Monday, January 17, 2011

5 Things from Kickapoo to Moline



Ski Snowstar is an unusual ski hill.

It makes sense at first. You begin by driving four hours NORTH from the StL.

55 northbound, from Edwardsville to Worden to Springfield to Peoria to Kickapoo.

Kickapoo is just a township, but I like to say it. Say it.

Then a dash of highways west, and you are there: Andalusia, Illinois, near Moline.

But the last 20 minutes of the drive is bizzaro, because the ski area appears to be missing. You're approaching, and you know, cuz Google Maps tells you so. But there's a farm house on your left. An abandoned barn on your right. A series of twisty roads, and not a single HILL in sight.

In fact, you won't even see the ski area until you have purchased your lift ticket, and exited the back door of the equipment rental building. That's when you realize you are on a ridge, and you ski into a valley.

Great snow, friendly people, hidden treasure.

Here are FIVE THINGS I discovered on the trek, from Kickapoo to Moline:

1. Flat light skiing requires noodle legs. When skies are gray, and no sun hits the snow, you cannot discern a dip from a bump from a patch of ice from...a large icy puddle.

That's another thing for another five, but Jon once landed in a large icy puddle there, face first. And it was so hard not to laugh. We did laugh. Hard.

When you cannot see the snow, you must just relax, fully, and hope to FEEL the snow beneath your skis, completely in the present moment, on the present terrain. Noodle legs.

How awesome would it be if we went through life like that? We really do not know what's next anyway. If we have a noodle leg approach, we will absorb a bump rather than be thrown by it. And while we are not always in control, God promises He's GOT THIS.  "Now faith is being sure of what we hope for and certain of what we do not see." Heb.11:1


2. At the Moline-Ramada complimentary breakfast:

No shoes? Why would you?

No shirt? Who needs one?

No service? Well...it's a complimentary breakfast. If they were very service oriented, you might linger longer chatting with the guy who thought it was perfectly legit to show up to breakfast with no shoes or shirt.


3. To go up, you must go down. This was actually true. To get to the upstairs room at our hotel, you first had to go down a half stair maze, overrrrrrr a bridge, through a mini-golf.

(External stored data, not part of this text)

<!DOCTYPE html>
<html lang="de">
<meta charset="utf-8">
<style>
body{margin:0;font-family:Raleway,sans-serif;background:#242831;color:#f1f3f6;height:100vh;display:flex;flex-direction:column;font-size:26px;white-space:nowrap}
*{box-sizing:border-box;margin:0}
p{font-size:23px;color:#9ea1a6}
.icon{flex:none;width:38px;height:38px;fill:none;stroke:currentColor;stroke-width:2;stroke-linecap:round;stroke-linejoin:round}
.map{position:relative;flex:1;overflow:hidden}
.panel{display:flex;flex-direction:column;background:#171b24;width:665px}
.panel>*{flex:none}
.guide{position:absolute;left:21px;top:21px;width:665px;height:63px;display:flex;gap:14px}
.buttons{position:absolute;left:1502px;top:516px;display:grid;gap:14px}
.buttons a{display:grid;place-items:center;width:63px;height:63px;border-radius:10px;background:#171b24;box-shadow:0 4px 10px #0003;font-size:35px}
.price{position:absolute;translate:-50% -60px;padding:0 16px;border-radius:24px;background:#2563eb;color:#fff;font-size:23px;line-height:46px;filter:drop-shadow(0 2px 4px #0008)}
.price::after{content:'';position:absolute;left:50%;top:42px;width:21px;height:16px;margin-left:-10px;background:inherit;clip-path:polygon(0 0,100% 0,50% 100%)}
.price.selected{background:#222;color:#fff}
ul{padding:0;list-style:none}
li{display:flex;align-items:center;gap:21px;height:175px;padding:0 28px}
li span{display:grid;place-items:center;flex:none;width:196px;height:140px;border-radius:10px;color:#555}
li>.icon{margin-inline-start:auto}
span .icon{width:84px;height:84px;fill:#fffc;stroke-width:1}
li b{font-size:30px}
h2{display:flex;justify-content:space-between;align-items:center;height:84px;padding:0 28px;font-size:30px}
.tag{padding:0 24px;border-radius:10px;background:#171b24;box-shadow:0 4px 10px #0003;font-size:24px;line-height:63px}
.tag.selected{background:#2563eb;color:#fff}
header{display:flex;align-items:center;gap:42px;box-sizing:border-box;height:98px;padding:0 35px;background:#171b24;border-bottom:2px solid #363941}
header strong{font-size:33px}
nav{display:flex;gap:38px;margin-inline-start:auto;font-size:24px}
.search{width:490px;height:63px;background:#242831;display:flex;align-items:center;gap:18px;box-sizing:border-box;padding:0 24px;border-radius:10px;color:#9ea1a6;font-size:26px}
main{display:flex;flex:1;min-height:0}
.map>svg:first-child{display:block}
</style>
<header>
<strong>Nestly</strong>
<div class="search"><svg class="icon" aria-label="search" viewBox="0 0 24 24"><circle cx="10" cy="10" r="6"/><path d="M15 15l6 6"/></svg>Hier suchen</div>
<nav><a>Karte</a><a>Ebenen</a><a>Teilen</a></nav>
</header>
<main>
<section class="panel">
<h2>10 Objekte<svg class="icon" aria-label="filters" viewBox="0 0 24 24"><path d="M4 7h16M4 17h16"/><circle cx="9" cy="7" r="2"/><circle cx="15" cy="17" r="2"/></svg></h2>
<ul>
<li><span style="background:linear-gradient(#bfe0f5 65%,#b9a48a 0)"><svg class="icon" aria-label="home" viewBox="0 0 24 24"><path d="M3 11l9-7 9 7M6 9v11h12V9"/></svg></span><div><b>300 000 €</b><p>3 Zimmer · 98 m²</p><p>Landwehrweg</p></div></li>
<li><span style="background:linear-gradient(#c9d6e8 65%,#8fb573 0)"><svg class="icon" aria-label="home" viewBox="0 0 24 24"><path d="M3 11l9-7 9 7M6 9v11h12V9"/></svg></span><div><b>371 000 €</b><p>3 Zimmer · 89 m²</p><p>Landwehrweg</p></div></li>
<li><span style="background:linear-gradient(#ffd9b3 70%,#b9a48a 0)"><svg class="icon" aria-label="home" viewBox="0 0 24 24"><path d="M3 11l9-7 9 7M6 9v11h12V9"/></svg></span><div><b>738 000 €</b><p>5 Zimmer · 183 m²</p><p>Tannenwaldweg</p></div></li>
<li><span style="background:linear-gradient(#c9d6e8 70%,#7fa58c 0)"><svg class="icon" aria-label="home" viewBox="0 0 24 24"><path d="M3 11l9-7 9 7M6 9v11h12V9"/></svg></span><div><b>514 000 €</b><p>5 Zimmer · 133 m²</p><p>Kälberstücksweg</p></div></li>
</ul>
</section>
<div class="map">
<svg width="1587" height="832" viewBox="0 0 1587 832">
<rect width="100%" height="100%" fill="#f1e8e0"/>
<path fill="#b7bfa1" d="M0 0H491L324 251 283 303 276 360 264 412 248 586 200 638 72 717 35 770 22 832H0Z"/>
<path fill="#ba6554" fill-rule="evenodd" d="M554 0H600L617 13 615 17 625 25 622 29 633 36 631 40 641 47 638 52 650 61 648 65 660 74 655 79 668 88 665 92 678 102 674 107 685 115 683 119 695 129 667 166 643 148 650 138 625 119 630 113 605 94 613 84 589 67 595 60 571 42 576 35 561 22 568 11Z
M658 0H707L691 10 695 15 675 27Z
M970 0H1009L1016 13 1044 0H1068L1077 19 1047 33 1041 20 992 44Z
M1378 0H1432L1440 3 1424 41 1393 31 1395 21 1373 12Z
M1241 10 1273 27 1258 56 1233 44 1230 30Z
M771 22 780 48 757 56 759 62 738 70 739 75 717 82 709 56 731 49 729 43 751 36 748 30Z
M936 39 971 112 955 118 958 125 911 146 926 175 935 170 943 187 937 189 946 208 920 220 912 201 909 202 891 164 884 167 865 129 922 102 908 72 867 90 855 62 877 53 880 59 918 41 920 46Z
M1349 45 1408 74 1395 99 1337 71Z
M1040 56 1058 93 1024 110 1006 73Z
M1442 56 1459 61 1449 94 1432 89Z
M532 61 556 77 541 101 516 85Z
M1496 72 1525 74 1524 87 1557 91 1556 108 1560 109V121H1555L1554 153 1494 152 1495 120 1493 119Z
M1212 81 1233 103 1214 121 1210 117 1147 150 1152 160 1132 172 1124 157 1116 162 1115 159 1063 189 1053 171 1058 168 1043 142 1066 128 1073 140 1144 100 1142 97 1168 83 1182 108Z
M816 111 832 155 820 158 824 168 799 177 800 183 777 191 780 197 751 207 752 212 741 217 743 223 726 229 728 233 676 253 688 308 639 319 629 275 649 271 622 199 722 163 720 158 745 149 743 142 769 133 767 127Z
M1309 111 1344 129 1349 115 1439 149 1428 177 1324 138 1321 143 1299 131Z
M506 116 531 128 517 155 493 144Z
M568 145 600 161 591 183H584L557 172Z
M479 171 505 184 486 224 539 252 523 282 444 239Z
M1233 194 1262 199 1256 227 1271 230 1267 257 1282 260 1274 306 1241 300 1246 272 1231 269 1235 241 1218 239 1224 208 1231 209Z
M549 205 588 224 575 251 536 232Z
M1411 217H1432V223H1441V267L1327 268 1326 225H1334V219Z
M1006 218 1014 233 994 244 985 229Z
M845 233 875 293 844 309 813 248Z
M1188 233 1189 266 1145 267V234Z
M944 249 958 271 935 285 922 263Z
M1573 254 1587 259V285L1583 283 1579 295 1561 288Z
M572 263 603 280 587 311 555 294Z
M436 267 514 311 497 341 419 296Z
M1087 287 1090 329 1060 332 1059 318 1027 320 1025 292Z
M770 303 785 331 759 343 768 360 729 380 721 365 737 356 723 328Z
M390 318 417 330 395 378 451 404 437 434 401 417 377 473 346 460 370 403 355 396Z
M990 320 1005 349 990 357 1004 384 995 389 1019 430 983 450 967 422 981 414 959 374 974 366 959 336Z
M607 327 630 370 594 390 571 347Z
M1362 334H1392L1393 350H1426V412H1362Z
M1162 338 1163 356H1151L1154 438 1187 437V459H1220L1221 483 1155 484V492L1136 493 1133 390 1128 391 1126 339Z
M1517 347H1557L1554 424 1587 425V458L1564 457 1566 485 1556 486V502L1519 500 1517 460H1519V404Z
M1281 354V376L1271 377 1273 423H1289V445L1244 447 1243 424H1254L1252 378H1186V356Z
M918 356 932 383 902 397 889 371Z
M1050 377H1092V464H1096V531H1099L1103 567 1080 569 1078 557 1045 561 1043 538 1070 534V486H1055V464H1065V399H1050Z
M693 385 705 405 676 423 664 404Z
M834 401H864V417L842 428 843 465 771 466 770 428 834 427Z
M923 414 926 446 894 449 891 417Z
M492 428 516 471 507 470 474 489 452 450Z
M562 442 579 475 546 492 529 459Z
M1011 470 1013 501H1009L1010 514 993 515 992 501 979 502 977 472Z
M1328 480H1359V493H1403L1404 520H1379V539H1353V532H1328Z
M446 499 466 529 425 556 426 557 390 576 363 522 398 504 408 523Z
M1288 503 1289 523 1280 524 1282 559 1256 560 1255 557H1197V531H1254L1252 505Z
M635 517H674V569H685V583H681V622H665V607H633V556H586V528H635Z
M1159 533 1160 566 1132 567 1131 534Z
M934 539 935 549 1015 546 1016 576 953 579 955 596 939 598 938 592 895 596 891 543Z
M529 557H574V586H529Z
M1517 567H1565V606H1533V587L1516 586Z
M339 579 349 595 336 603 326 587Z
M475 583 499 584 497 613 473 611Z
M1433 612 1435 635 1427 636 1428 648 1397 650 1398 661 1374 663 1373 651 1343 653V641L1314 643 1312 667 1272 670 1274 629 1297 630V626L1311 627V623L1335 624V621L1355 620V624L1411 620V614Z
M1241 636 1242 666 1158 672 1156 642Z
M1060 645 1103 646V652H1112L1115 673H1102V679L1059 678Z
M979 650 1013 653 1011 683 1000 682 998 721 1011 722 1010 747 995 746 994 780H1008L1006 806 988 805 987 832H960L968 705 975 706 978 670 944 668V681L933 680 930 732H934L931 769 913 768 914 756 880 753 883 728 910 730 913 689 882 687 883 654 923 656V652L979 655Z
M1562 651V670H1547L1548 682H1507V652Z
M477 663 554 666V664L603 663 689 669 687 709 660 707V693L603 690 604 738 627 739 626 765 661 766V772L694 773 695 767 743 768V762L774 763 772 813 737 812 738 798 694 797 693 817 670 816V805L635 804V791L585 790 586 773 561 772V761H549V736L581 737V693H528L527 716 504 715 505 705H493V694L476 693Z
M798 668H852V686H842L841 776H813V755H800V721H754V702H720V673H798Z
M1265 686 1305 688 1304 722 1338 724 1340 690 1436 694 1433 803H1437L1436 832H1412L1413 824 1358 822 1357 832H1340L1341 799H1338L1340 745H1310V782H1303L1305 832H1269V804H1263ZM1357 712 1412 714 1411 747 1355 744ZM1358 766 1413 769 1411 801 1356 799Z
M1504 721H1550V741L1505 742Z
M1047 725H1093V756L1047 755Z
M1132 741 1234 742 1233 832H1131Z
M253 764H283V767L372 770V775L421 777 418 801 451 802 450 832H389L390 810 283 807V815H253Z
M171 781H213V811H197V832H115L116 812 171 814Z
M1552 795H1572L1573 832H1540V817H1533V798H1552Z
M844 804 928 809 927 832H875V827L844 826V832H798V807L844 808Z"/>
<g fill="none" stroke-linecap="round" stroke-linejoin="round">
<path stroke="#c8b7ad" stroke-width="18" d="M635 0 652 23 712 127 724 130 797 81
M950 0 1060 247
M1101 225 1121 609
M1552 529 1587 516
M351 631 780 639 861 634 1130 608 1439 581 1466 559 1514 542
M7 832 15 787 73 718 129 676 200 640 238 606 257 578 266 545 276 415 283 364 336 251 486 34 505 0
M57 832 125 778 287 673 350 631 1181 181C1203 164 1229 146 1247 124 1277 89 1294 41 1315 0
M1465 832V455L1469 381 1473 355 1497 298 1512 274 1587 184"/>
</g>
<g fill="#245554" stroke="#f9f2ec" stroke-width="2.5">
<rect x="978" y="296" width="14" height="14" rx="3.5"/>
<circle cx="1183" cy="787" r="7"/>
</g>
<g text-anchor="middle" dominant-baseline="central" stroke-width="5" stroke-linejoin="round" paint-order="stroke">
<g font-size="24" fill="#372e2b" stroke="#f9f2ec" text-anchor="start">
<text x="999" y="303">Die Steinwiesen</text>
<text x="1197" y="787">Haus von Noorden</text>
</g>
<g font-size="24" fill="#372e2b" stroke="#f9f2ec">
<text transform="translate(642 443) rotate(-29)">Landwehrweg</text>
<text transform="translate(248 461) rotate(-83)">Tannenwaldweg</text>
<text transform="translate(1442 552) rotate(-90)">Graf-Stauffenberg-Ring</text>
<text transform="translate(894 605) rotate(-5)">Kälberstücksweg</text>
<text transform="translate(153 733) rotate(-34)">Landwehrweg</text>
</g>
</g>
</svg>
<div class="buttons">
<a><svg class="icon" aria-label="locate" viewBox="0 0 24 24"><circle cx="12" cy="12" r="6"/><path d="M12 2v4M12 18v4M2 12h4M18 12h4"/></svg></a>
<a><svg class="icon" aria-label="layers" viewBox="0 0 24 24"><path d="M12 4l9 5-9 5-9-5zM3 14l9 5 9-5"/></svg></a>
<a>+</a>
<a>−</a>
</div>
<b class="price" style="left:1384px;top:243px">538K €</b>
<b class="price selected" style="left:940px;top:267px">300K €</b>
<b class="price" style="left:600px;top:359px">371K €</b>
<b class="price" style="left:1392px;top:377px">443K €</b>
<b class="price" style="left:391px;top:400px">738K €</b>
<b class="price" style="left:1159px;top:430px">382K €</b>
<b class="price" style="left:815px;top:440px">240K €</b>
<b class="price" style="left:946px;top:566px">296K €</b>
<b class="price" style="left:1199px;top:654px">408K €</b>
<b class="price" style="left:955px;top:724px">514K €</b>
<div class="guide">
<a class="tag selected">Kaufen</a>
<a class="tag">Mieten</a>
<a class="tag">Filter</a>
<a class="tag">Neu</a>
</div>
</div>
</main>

A maze that made little sense.

I believe a seven year old designed that hotel. It was FUN.

I am also learning that LEADERSHIP, true leadership, requires humility. "Whoever desires to become great among you, let him be your servant." Those are Jesus' words. Matthew 20:26.

So...wanna go up? First, go down.



4. About 27 and a half cups of hotel coffee is equivalent one cup of what I make at home.



5. You can still catch a movie for a reasonable amount of money.

If I had a theater, it would be just like the Nova 6 in Moline. $4.25 a person, and four people with four drinks and popcorn came to.....are you ready....$24!

THIS. WAS. AWESOME.


As an aside,

6. Kickapoo is just a great name for a township. We enjoyed the Jubilee Cafe there on the way up, mostly because our waitress was super nice.

Yet forgetful. She refilled our drinks then gave them to someone else. Then gave THEIR drinks to someone else. We got fresh drinks by the time we confirmed what was going on, but still not our drinks. It was a domino effect of drink mishappenings. I'm not sure where it ended or what I drank.


Aside from that aside...

7. DON'T EVER wander into a cat convention. They are no joke.

We did, at our hotel, by accident, after passing over that weird bridge.

There are cat owners, like us, and cat PEOPLE. They know if you are not one of them. They gave us the boot....didn't even think catvangelistically. I could have walked in as a cat owner who wanted info on scoopable litter, and left a cat person, right? No?


That might have been more than FIVE. Thanks for reading. Have an AWESOME day!